Pertamina sebagai powerhouse
Pertamina merupakan hasil merger antara PN Permina dengan PN Pertamin pada tahun 1968. Dipimpin oleh Ibnu Sutowo, Pertamina berkembang menjadi perusahaan besar yang berperan besar dalam pembangunan Indonesia. Pertamina tidak hanya membangun jalan, sekolah, tempat hiburan, tapi juga menjadi cikal bakal industri-industri berat Indonesia saperti besi baja (Krakatau Steel) dan pupuk (Pupuk Pusri dan Pupuk Kaltim). Dan tentu saja yang paling fenomenal adalah pola production sharing contract (PSC). PSC Pertamina memperoleh pembagian hasil 80-20 bagi Indonesia.

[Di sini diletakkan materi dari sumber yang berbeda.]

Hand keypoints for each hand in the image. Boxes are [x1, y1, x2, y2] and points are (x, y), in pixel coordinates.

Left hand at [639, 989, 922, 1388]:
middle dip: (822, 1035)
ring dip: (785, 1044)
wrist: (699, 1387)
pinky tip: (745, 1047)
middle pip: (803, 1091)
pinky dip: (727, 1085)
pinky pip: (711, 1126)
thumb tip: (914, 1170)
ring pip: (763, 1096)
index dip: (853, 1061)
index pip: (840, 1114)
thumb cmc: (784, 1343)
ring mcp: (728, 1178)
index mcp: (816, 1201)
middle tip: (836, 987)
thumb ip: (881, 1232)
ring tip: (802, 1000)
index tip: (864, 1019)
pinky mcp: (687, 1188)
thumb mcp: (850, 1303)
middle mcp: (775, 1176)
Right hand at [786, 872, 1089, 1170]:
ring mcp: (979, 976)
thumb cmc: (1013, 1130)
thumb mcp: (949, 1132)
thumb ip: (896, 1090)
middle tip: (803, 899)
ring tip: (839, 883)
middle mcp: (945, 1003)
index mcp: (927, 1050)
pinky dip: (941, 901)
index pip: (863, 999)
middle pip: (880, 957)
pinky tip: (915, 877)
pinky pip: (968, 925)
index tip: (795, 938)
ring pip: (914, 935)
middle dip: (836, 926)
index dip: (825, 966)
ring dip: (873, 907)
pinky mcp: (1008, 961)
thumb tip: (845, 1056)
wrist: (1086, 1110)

Melalui UU No. 8 Tahun 1971, Pertamina memiliki hak monopoli dalam industri migas Indonesia. Menurut Undang-undang ini, Pertamina adalah kepanjangan pemerintah dalam pengelolaan migas dan merupakan BUMN khusus yang diatur khusus lewat Undang-undang. Pertamina bukan sebuah badan berbentuk persero, melainkan sebuah lembaga yang diawasi oleh dewan komisaris yang terdiri dari lima menteri. Singkat kata, Pertamina merupakan perusahaan vital Indonesia. Pada saat itulah Pertamina merupakan powerhouse terbesar dari dunia ketiga.

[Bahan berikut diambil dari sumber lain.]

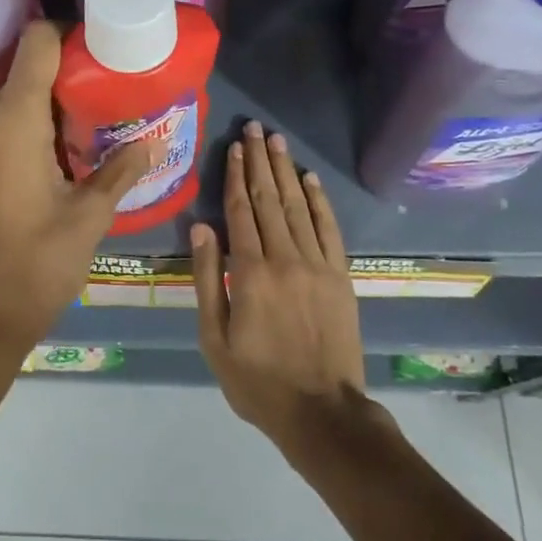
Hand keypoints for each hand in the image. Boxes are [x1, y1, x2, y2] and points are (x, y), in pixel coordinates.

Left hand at [0, 20, 152, 354]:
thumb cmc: (34, 265)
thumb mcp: (89, 217)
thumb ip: (121, 171)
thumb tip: (152, 143)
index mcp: (13, 118)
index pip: (38, 41)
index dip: (73, 34)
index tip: (109, 49)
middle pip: (30, 66)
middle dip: (74, 71)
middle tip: (119, 87)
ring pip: (18, 95)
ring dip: (56, 100)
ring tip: (102, 118)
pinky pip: (6, 121)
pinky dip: (37, 122)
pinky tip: (70, 149)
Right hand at [192, 120, 365, 448]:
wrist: (321, 412)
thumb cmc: (257, 380)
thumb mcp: (215, 338)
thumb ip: (208, 279)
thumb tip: (201, 228)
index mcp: (250, 272)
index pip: (240, 211)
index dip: (235, 175)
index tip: (233, 147)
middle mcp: (285, 258)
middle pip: (269, 199)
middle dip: (259, 161)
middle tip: (255, 128)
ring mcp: (318, 265)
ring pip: (298, 206)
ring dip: (286, 171)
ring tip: (277, 141)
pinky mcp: (341, 276)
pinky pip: (329, 229)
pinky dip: (319, 201)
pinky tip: (309, 179)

Powerhouse adalah sebuah rumah besar, dalam hal ini berbentuk badan usaha, yang mengayomi puluhan hingga ratusan ribu orang, baik sebagai karyawan (langsung), maupun sebagai pemasok. Powerhouse memiliki dampak yang sangat besar bagi perekonomian sebuah negara. Contoh powerhouse yang ada di dunia sangat banyak. Di Amerika Serikat, misalnya, ada Exxon, Coca Cola, Microsoft, dll. Jerman memiliki BMW, Mercedes, Audi, dll. Jepang memiliki Toyota, Sony, Honda, dll. Negara tetangga kita, Malaysia, memiliki perusahaan kebanggaan yaitu Petronas. Sementara negara kita memiliki Pertamina.
Mengapa powerhouse sangat penting bagi negara? Yang pertama adalah kemampuannya sangat besar untuk menciptakan lapangan pekerjaan. Exxon memiliki 979.000 orang karyawan, Astra Internasional memiliki 120.000 orang, dsb. Yang kedua, powerhouse memiliki kontributor penting bagi GDP. Kontribusi Saudi Aramco ke kas kerajaan Saudi antara tahun 1976-1990 sebesar $700 miliar, Pertamina selama 45 tahun telah memberi kontribusi $400 miliar kepada Indonesia. Yang ketiga, powerhouse mengembangkan teknologi. Nokia, misalnya, telah mengembangkan riset-riset pada teknologi digital dan handset telepon seluler. Yang keempat, powerhouse merupakan simbol kemajuan bagi suatu bangsa. Powerhouse yang sehat identik dengan peningkatan kesejahteraan dan mengharumkan nama bangsa. Petronas mengharumkan Malaysia, Microsoft mengharumkan Amerika Serikat, Toyota mengharumkan Jepang, dll.
Namun powerhouse tidak selamanya bertahan di dalam bisnis yang sengit ini. Kekuatan sebuah powerhouse dapat juga melemahkan powerhouse itu sendiri. Selama lebih dari 30 tahun, Pertamina menjadi alat bagi pemerintah untuk mendukung ekonomi negara. Pertamina memiliki hak monopoli migas di Indonesia. Pertamina juga memiliki peran ganda yaitu sebagai pemain di bidang migas (operator) maupun sebagai pengatur (regulator). Pertamina dulu mengenal penetapan harga jual output yang menganut cost plus fee yang berarti pemerintah mengganti semua biaya yang telah dikeluarkan, lalu ditambah sedikit fee produksi dan distribusi.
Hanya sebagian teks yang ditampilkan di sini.